Отвлеченные разговоры не пугали его. Когда кто-нибудь при нем пускался в такого рода разговоры, он улыбался и шептал кому-нибудь из своих приятелей: "Ну, понес ерунду!" — Терпеть не могу, — несколько раз говаривал он мне, — когда человек занесется в какието превыспренние сферы и начнет молоть. Все это пустяки; пусть там кричат, что он умен, образован… а дайте ему написать какое-нибудь стихотворение, попробуйте — и плохонького не сумеет написать, ей богу! — а мы хоть и не пускаемся в эти превыспренности, а стихи пишем, кажется, недурно.
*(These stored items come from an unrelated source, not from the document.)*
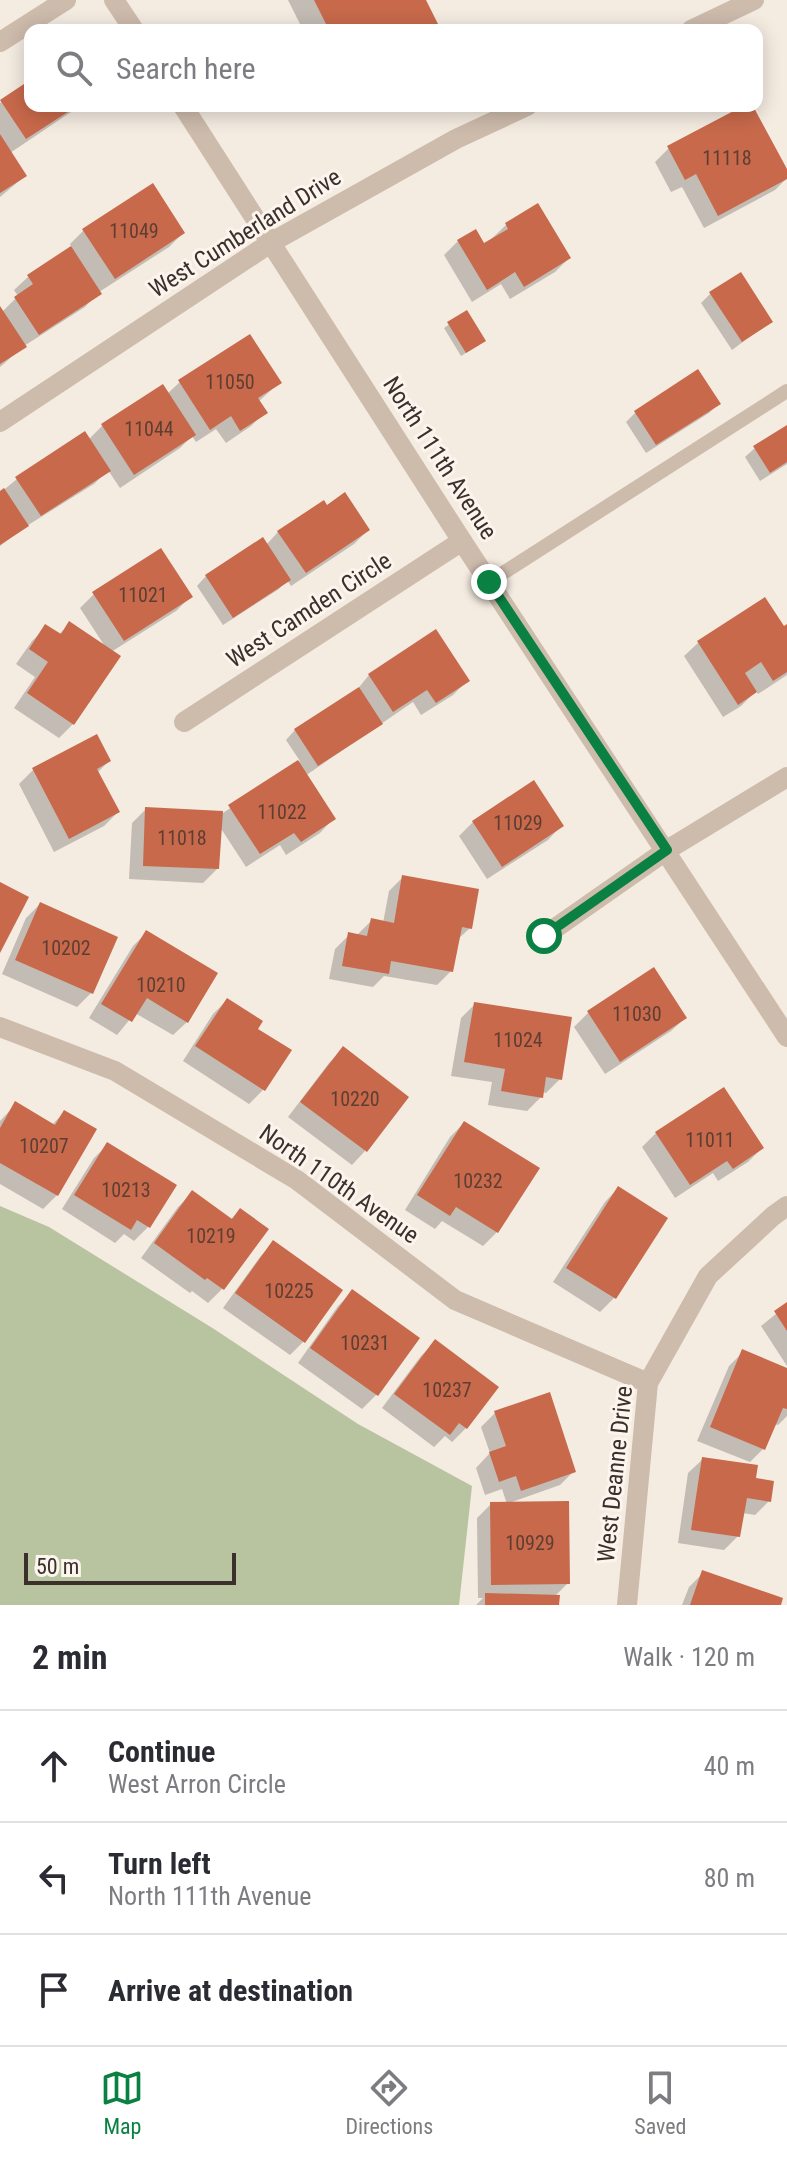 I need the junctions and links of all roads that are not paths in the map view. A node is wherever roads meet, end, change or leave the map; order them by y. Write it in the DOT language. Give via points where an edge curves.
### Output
graph roads {
  1 [pos="66,0"];
  2 [pos="114,0"];
  3 [pos="754,0"];
  4 [pos="28,24"];
  5 [pos="130,24"];
  6 [pos="704,24"];
  7 [pos="24,27"];
  8 [pos="0,42"];
  9 [pos="187,112"];
  10 [pos="514,112"];
  11 [pos="272,242"];
  12 [pos="787,391"];
  13 [pos="0,422"];
  14 [pos="462,541"];
  15 [pos="489,582"];
  16 [pos="184,722"];
  17 [pos="787,777"];
  18 [pos="667,850"];
  19 [pos="544,936"];
  20 [pos="0,1027"];
  21 [pos="787,1037"];
  22 [pos="787,1206"];
  23 [pos="648,1383"];
  24 [pos="627,1605"];
  1 -- 4 [label="street"];
  2 -- 5 [label="street"];
  3 -- 6 [label="street"];
  7 -- 8 [label="street"];
  9 -- 11 [label="street, North 111th Avenue"];
  10 -- 11 [label="street, West Cumberland Drive"];
  11 -- 13 [label="street, West Cumberland Drive"];
  11 -- 14 [label="street, North 111th Avenue"];
  12 -- 15 [label="lane"];
  14 -- 15 [label="street, North 111th Avenue"];
  14 -- 16 [label="street, West Camden Circle"];
  15 -- 18 [label="street, North 111th Avenue"];
  17 -- 18 [label="street"];
  18 -- 19 [label="street"];
  18 -- 21 [label="street, North 111th Avenue"];
  20 -- 23 [label="street, North 110th Avenue" via="115,1071 297,1180 455,1300"];
  22 -- 23 [label="street, West Deanne Drive" via="708,1276"];
  23 -- 24 [label="street, West Deanne Drive"];
} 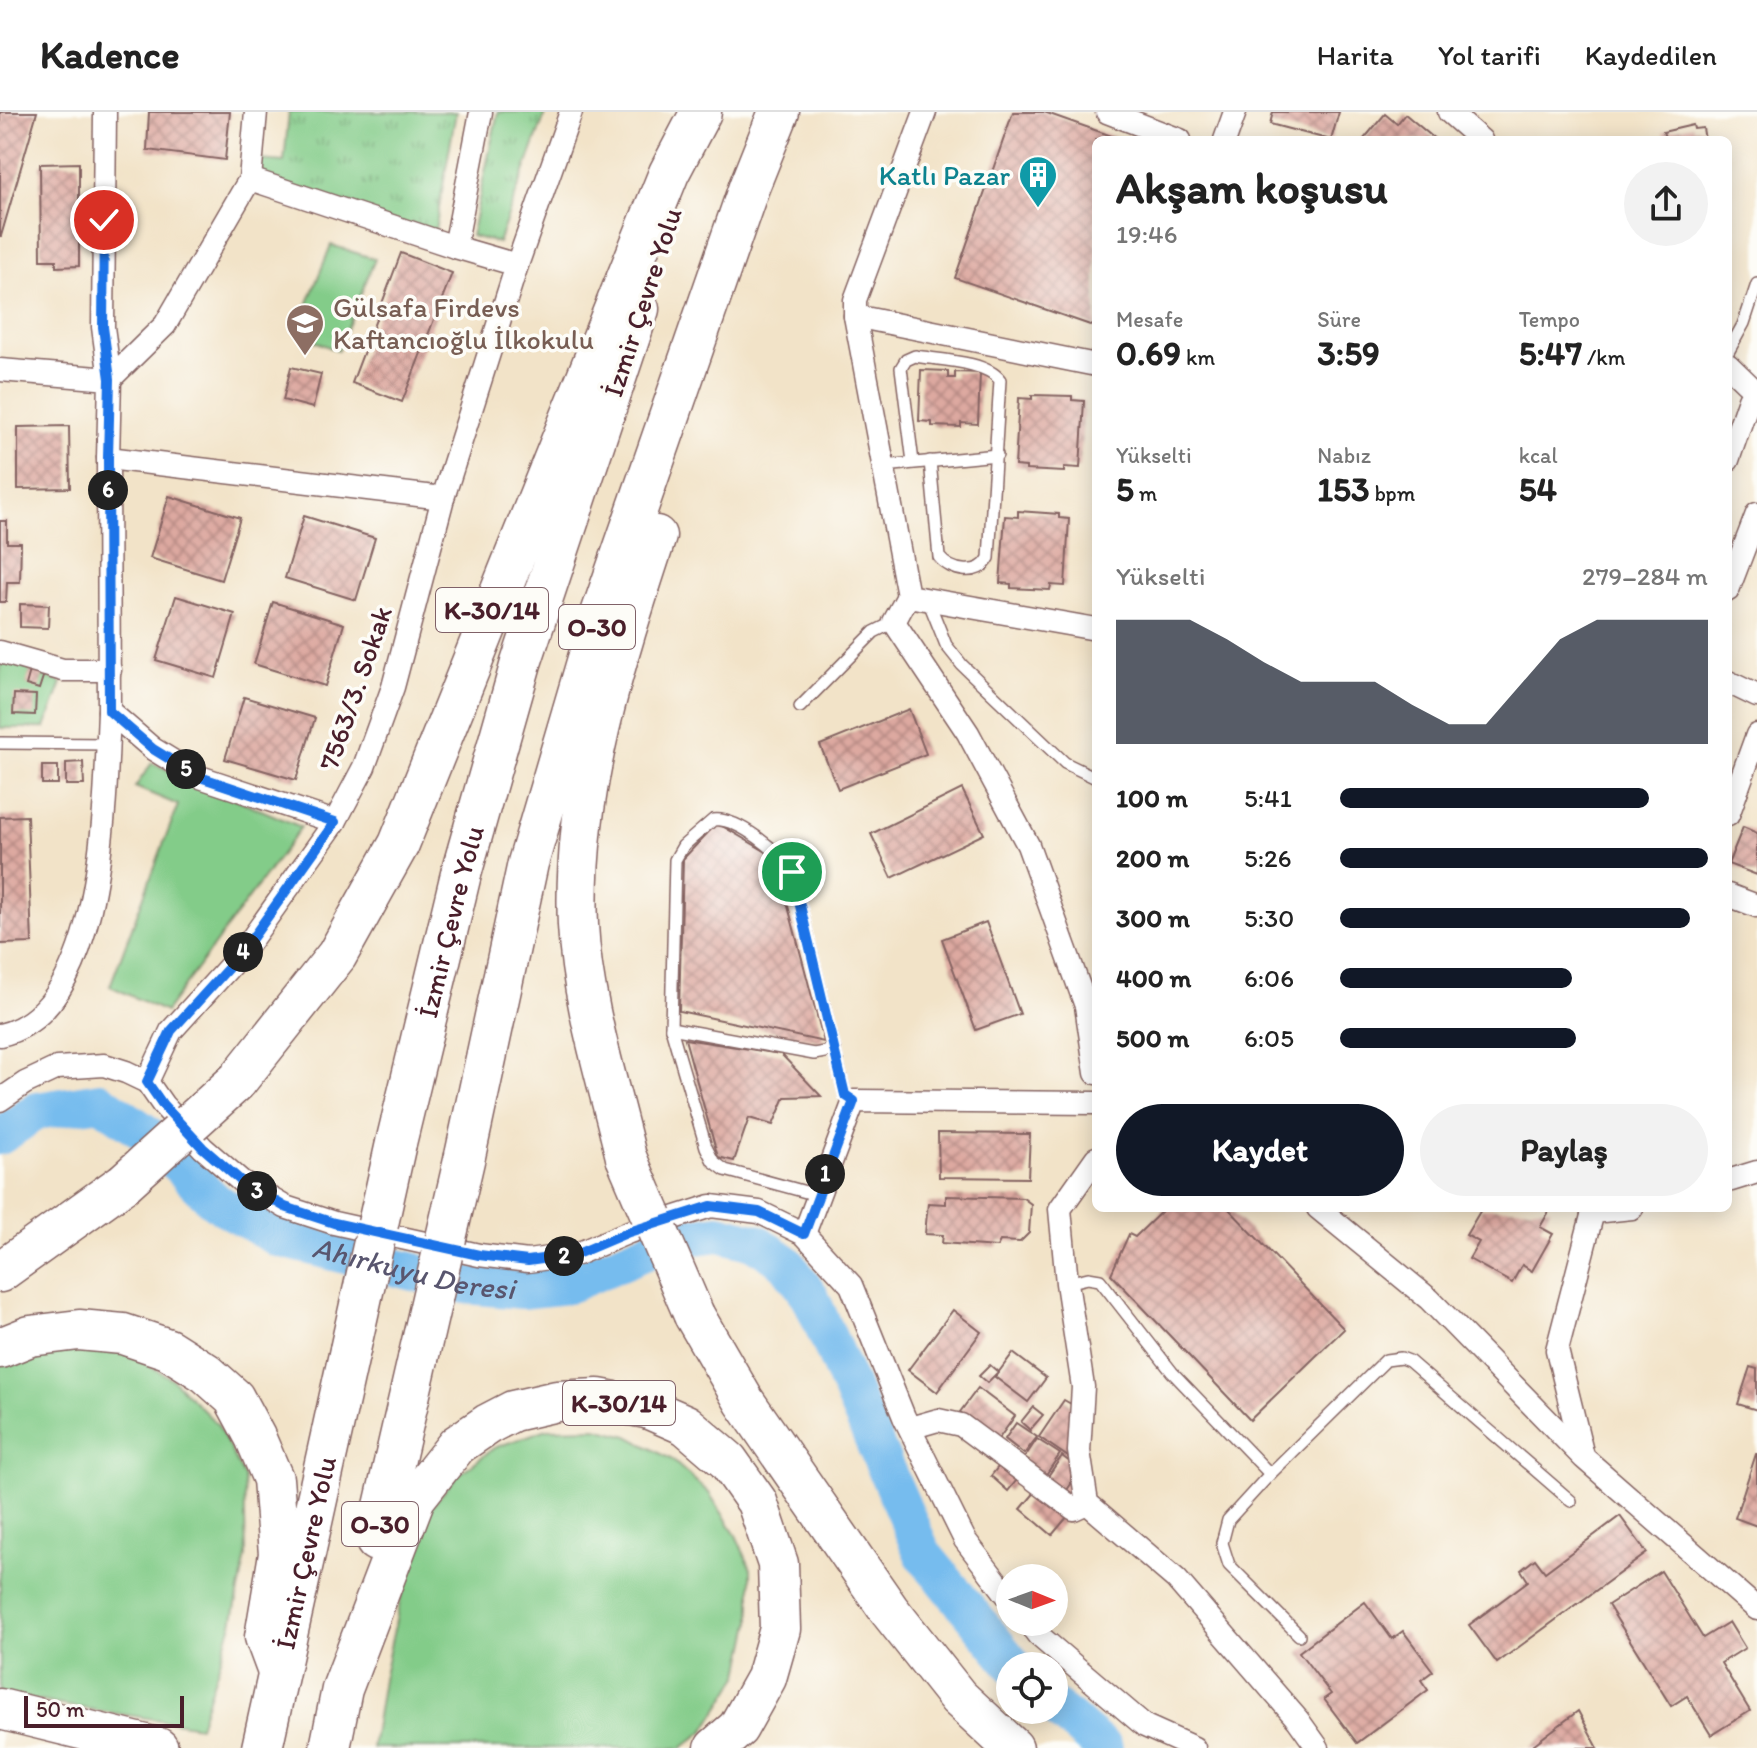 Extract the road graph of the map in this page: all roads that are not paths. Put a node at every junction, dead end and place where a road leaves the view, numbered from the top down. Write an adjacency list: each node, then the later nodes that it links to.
1 (105, 112): 24 (street)
2 (256, 112): 14 (street)
3 (481, 112): 16 (street)
4 (571, 112): 17 (street, 7563/3. Sokak)
5 (703, 112): 67 (highway, K-30/14, bridge); 79 (highway, İzmir Çevre Yolu / O-30, bridge)
6 (779, 112): 15 (highway, O-30)
7 (925, 112): 19 (street)
8 (1107, 112): 11 (street)
9 (1235, 112): 12 (street)
10 (1449, 112): 13 (street)
11 (1170, 136)
12 (1226, 136)
13 (1476, 136)
14 (250, 179): 16 (street); 24 (street)
15 (749, 187): 80 (highway, O-30, bridge); 86 (highway, bridge)
16 (455, 247): 17 (street)
17 (517, 265): 32 (street, 7563/3. Sokak)
18 (1757, 284): 20 (lane)
19 (855, 316): 21 (street); 31 (street)
20 (1732, 345)
21 (1092, 364)
22 (1732, 369): 25 (street)
23 (0, 370): 24 (street)
24 (110, 379): 28 (street)
25 (1757, 394): 26 (street)
26 (1732, 448)
27 (997, 455): 29 (lane); 29 (lane); 30 (lane)
28 (108, 458): 32 (street); 39 (street)
29 (930, 461): 30 (lane)
30 (913, 462): 31 (lane)
31 (884, 466): 35 (street)
32 (443, 498): 49 (street, 7563/3. Sokak)
33 (1757, 514): 34 (street)
34 (1732, 580)
35 (918, 597): 36 (street); 37 (street); 47 (lane)
36 (894, 622): 42 (lane); 54 (street)
37 (1092, 628)
38 (0, 652): 39 (street)
39 (110, 670): 43 (street)
40 (1732, 684): 41 (street)
41 (1757, 696)
42 (800, 707)
43 (109, 711): 46 (street); 49 (street)
44 (1757, 735): 48 (street)
45 (0, 743): 46 (lane)
46 (108, 744): 53 (street)
47 (1092, 776)
48 (1732, 804)
49 (335, 822): 56 (street, 7563/3. Sokak)
50 (1732, 897): 51 (street)
51 (1757, 906)
52 (671, 1028): 55 (lane); 55 (lane); 63 (lane)
53 (0, 1035)
54 (1092, 1046)
55 (835, 1050): 58 (lane)
56 (147, 1082): 57 (street); 66 (street)
57 (0, 1100)
58 (854, 1101): 59 (street); 63 (street)
59 (1092, 1103)
60 (1092, 1164): 68 (street)
61 (1757, 1172): 62 (street)
62 (1732, 1180)
63 (817, 1195): 66 (street)
64 (1323, 1212): 71 (street)
65 (1592, 1212): 71 (street)
66 (804, 1234): 70 (street)
67 (0, 1272)
68 (1067, 1283): 72 (lane); 74 (street)
69 (0, 1348): 79 (highway)
70 (910, 1428): 74 (street); 75 (street)
71 (1584, 1458): 76 (street)
72 (1270, 1474): 73 (lane); 77 (lane)
73 (1571, 1501)
74 (1087, 1503): 88 (street)
75 (996, 1581)
76 (1757, 1609)
77 (1299, 1635)
78 (1039, 1636): 87 (street)
79 (278, 1672): 83 (highway, İzmir Çevre Yolu / O-30)
80 (342, 1689): 84 (highway); 85 (highway, K-30/14)
81 (0, 1709): 82 (highway)
82 (158, 1748)
83 (262, 1748)
84 (330, 1748)
85 (715, 1748)
86 (1013, 1748)
87 (1194, 1748)
88 (1318, 1748)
Сам Пушкин их хвалит и просит у меня.
Однако перед Кукольником он пасовал:
— Ну, этот может врать, что угодно, — говорил он, — по крайней мере поэт.
К отвлеченным разговорам Гребенка и Якубович причисляли разговоры о политике.
Литераторов 30-х годов вообще не интересовали никакие политические европейские события. Никто из них никогда и не заглядывал в иностранные газеты. Они рассуждали так, что каждый должен заниматься своим делом, не вмешиваясь в чужое.
— Ну, что мне за дело, — говаривал Якубович, — что французы передрались между собой, прогнали одного короля, взяли другого, — мне от этого ни тепло, ни холодно. Нашему брату, литератору, выход какого-нибудь "Северного цветка" интереснее во сто раз всех этих политических известий. Да провались Франция хоть сквозь землю. Что мне до этого за дело?..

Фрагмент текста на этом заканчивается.